Data records:
+--

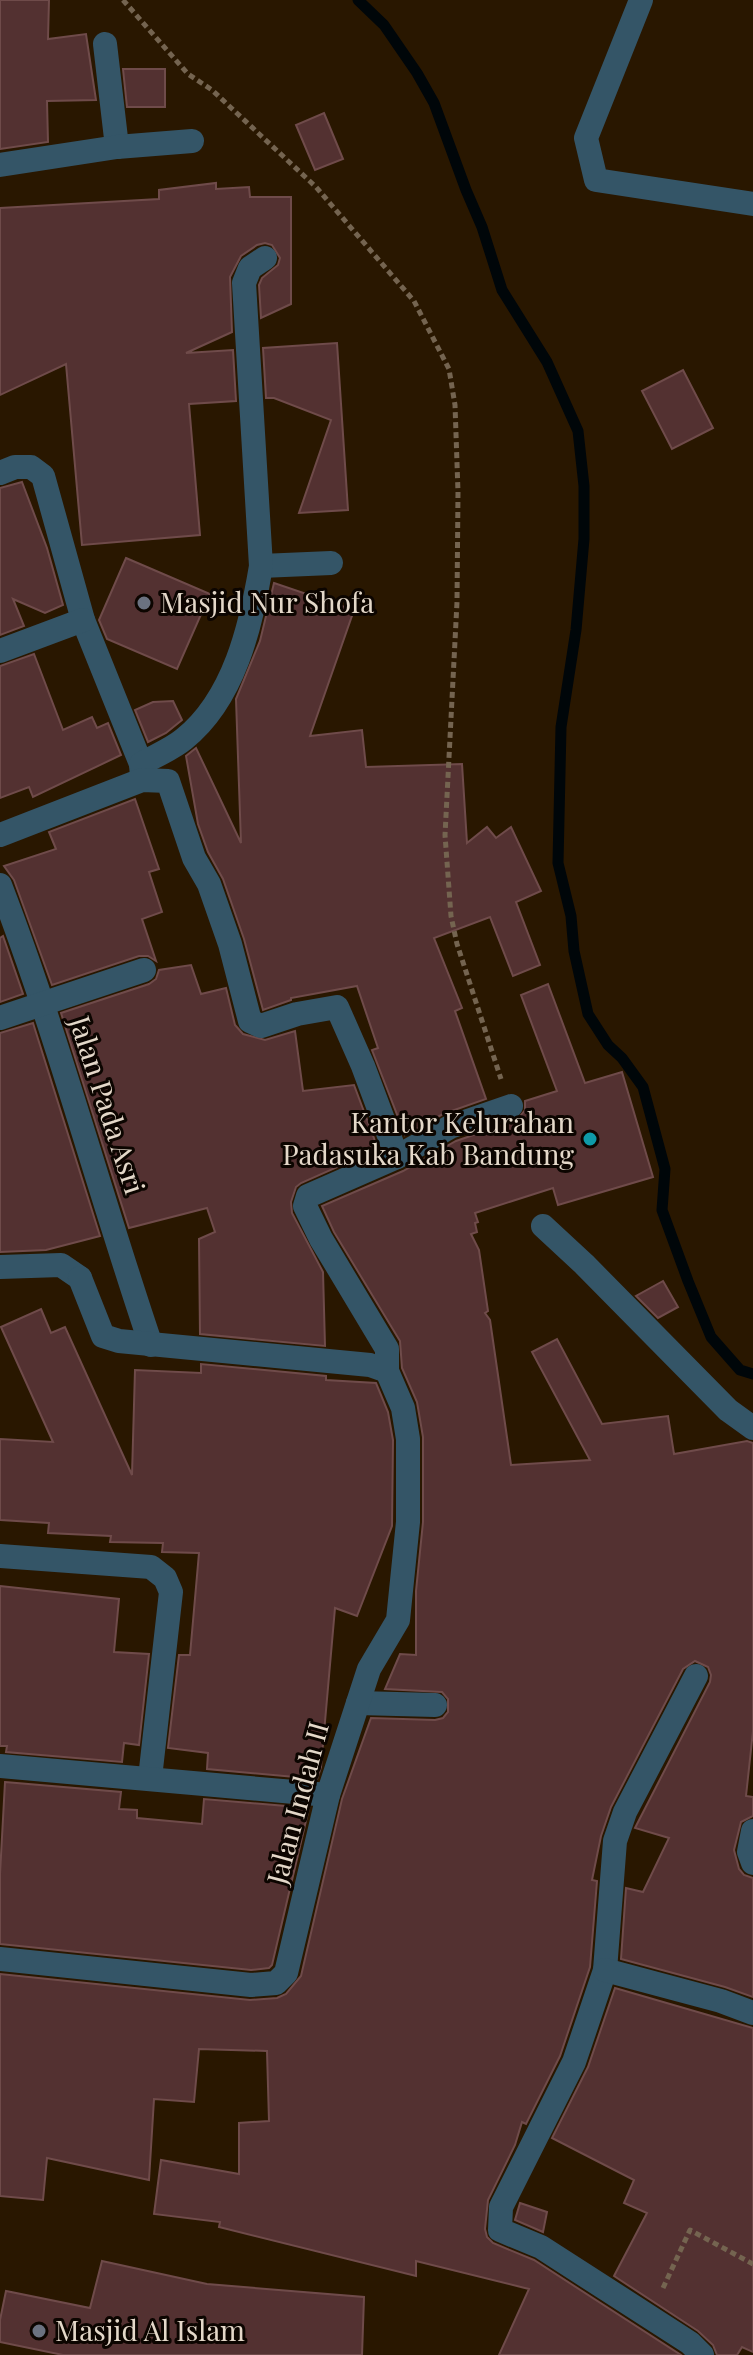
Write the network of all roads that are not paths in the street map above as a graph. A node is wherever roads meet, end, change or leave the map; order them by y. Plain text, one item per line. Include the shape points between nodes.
1 (641, 0) edge
2 (105, 44) dead end
3 (192, 141) dead end
4 (117, 147) junction
5 (0, 165) edge
6 (753, 204) edge
7 (265, 258) dead end
8 (0, 473) edge
9 (331, 563) dead end
10 (261, 566) junction
11 (83, 620) junction
12 (0, 651) edge
13 (141, 772) junction
14 (0, 835) edge
15 (0, 885) edge
16 (144, 970) dead end
17 (43, 1003) junction
18 (0, 1018) edge
19 (511, 1106) road end
20 (397, 1157) junction
21 (543, 1226) dead end
22 (122, 1263) junction
23 (0, 1267) edge
24 (80, 1278) junction
25 (151, 1345) junction
26 (387, 1371) junction
27 (753, 1428) edge
28 (0, 1556) edge
29 (696, 1676) dead end
30 (358, 1703) junction
31 (435, 1705) dead end
32 (0, 1766) edge
33 (150, 1778) junction
34 (328, 1795) junction
35 (753, 1831) edge
36 (753, 1863) edge
37 (0, 1959) edge
38 (605, 1970) junction
39 (753, 2013) edge
40 (702, 2355) edge

1 - 6 street via 586,138 596,180
2 - 4 street
3 - 4 street
4 - 5 street
7 - 10 street via 250,268 244,283
8 - 11 street via 31,467 43,476
9 - 10 street
10 - 13 street via 246,632 214,708 184,740
11 - 12 street
11 - 13 street
13 - 14 street
13 - 20 street via 168,781 230,944 250,1021 261,1026 337,1007
15 - 17 street, Jalan Pada Asri
16 - 17 street
17 - 18 street
17 - 22 street, Jalan Pada Asri
19 - 20 street, Jalan Indah II via 450,1127
20 - 26 street, Jalan Indah II via 308,1196 305,1206 387,1349
21 - 27 street via 728,1410
22 - 24 street
22 - 25 street, Jalan Pada Asri
23 - 24 street via 61,1265
24 - 25 street via 103,1336
25 - 26 street via 370,1365
26 - 30 street, Jalan Indah II via 403,1408 408,1439 407,1536 398,1620 369,1669
28 - 33 street via 151,1567 165,1578 171,1592
29 - 38 street via 642,1775 615,1841
30 - 31 street
30 - 34 street, Jalan Indah II
32 - 33 street
33 - 34 street
34 - 37 street, Jalan Indah II via 286,1973 276,1983 251,1985
35 - 36 street
38 - 39 street
38 - 40 street via 574,2062 501,2207 500,2230 541,2247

+--

▶ _Exercise aim_:
The records above must be printed exactly, but the pictures they hold should be omitted.

▶ _Written response_:
Write the network of all roads that are not paths in the street map above as a graph. A node is wherever roads meet, end, change or leave the map; order them by y. Plain text, one item per line. Include the shape points between nodes.
1 (641, 0) edge
2 (105, 44) dead end
3 (192, 141) dead end
4 (117, 147) junction
5 (0, 165) edge
6 (753, 204) edge
7 (265, 258) dead end
8 (0, 473) edge
9 (331, 563) dead end
10 (261, 566) junction
11 (83, 620) junction
12 (0, 651) edge
13 (141, 772) junction
14 (0, 835) edge
15 (0, 885) edge
16 (144, 970) dead end
17 (43, 1003) junction
18 (0, 1018) edge
19 (511, 1106) road end
20 (397, 1157) junction
21 (543, 1226) dead end
22 (122, 1263) junction
23 (0, 1267) edge
24 (80, 1278) junction
25 (151, 1345) junction
26 (387, 1371) junction
27 (753, 1428) edge
28 (0, 1556) edge
29 (696, 1676) dead end
30 (358, 1703) junction
31 (435, 1705) dead end
32 (0, 1766) edge
33 (150, 1778) junction
34 (328, 1795) junction
35 (753, 1831) edge
36 (753, 1863) edge
37 (0, 1959) edge
38 (605, 1970) junction
39 (753, 2013) edge
40 (702, 2355) edge

1 - 6 street via 586,138 596,180
2 - 4 street
3 - 4 street
4 - 5 street
7 - 10 street via 250,268 244,283
8 - 11 street via 31,467 43,476
9 - 10 street
10 - 13 street via 246,632 214,708 184,740
11 - 12 street
11 - 13 street
13 - 14 street
13 - 20 street via 168,781 230,944 250,1021 261,1026 337,1007
15 - 17 street, Jalan Pada Asri
16 - 17 street
17 - 18 street
17 - 22 street, Jalan Pada Asri
19 - 20 street, Jalan Indah II via 450,1127
20 - 26 street, Jalan Indah II via 308,1196 305,1206 387,1349
21 - 27 street via 728,1410
22 - 24 street
22 - 25 street, Jalan Pada Asri
23 - 24 street via 61,1265
24 - 25 street via 103,1336
25 - 26 street via 370,1365
26 - 30 street, Jalan Indah II via 403,1408 408,1439 407,1536 398,1620 369,1669
28 - 33 street via 151,1567 165,1578 171,1592
29 - 38 street via 642,1775 615,1841
30 - 31 street
30 - 34 street, Jalan Indah II
32 - 33 street
33 - 34 street
34 - 37 street, Jalan Indah II via 286,1973 276,1983 251,1985
35 - 36 street
38 - 39 street
38 - 40 street via 574,2062 501,2207 500,2230 541,2247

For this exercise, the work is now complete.